Capacitive Touchscreen Device With Multi-touchscreens

Abstract

The general field of the invention is that of devices with touchscreen of the capacitive type comprising two matrix touch pads connected to an electronic assembly comprising emission and receiving means. The emission means generate a plurality of emission signals at various frequencies. A period equal to the inverse of the said frequency being associated with each frequency, the values of the frequencies are such that there exist a plurality of integer numbers each associated with a frequency and with a period such that the product of each integer number with the associated period is a constant product. The receiving means comprise a synchronous amplitude demodulation arranged in such a manner as to perform the multiplication of the received signal by a plurality of periodic functions representative of each frequency, the multiplied signals obtained being integrated over an identical period of time corresponding to the said constant product, each signal thus integrated being representative of a received signal at a single given frequency.

Description

BACKGROUND OF THE INVENTION

[0001] 1. Technical Field of the Invention

[0002] The field of the invention is that of touchscreens using capacitive detection and, more particularly, touchscreens known as "multi-touch screens" allowing the detection of two simultaneous touch operations. This function is essential for performing for example "zooms" or image rotations.

[0003] 2. Description of the Prior Art

[0004] The more particular field of the invention is that of the robustness to failures of the said touchscreen. This invention may be applied in various types of use but it is particularly well adapted to the constraints of the aeronautical field and of aircraft instrument panels where the detection and the correction of malfunctions is essential in order to ensure flight safety.

[0005] The capacitive detection referred to as "projected detection" consists in forming a detection matrix composed of conducting rows and columns arranged so as to detect the local variations in capacitance introduced by the proximity of the fingers of the user or of any other designated object as long as it is electrically conducting. The technology known as projected capacitive technology may be divided into two main variants which are: [0006] "Self-capacitive" detection which consists in reading the rows then the columns of the network of touch points of the matrix; [0007] Detection known as "Mutual capacitive" detection consisting in reading each intersection of the network of touch points of the matrix.

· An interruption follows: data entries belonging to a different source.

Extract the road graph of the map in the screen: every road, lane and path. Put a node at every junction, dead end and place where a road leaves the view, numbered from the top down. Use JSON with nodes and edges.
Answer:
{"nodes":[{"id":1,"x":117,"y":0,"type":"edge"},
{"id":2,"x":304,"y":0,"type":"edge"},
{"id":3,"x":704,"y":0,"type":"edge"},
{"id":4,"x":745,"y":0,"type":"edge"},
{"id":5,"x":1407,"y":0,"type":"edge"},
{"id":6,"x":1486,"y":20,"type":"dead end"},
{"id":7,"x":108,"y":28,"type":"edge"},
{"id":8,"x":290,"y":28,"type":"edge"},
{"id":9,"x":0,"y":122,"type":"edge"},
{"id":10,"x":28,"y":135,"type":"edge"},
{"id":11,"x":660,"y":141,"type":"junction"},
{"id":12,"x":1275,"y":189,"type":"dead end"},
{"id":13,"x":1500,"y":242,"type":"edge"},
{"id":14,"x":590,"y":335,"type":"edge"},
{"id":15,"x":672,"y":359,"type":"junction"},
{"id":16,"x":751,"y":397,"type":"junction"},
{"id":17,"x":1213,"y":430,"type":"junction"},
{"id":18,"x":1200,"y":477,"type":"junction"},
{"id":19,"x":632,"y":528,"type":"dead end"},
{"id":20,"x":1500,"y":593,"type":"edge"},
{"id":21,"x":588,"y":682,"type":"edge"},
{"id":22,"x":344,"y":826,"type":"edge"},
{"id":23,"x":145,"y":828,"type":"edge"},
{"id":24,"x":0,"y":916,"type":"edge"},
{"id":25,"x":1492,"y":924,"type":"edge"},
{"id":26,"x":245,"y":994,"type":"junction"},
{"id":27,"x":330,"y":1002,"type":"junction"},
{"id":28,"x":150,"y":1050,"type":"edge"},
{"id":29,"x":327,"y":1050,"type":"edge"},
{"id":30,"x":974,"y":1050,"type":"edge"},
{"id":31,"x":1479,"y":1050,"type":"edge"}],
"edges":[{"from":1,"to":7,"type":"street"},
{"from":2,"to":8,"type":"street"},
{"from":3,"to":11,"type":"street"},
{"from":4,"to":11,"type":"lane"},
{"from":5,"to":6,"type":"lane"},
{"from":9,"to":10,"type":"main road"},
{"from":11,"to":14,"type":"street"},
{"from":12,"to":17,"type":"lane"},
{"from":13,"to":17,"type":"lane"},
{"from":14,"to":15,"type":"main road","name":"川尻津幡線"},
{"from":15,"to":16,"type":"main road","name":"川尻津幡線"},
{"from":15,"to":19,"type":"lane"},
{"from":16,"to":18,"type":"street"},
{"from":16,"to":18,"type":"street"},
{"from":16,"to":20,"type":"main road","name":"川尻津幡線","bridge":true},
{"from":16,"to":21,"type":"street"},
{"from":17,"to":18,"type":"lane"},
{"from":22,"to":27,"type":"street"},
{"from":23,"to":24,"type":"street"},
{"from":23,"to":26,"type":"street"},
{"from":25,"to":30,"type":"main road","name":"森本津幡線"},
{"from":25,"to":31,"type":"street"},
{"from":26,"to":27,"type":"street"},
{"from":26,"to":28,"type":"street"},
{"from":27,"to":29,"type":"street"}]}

[0008] The principle of operation of a touch pad of a tap detection system in "self-capacitance" mode is as follows. When a row or a column of this touch pad is excited at a given frequency, the capacitance seen on this row or this column is measured. In the case of a tap, the common mode capacitance on the row or the column is very slightly increased. This very slight variation is detected by virtue of an algorithm having saved the idling situation in memory while at the same time eliminating the background noise.

[0009] In this type of tap detection system by self capacitance, the rows then the columns are scanned successively. One of the drawbacks of this type of device is that the loss of a row or of a column leads to the loss of functionality of the entire device. When such a touchscreen device is installed on an aircraft instrument panel display screen, which only comprises a limited number of display screens, the loss of a touchscreen device and hence of the corresponding display screen poses significant problems this availability.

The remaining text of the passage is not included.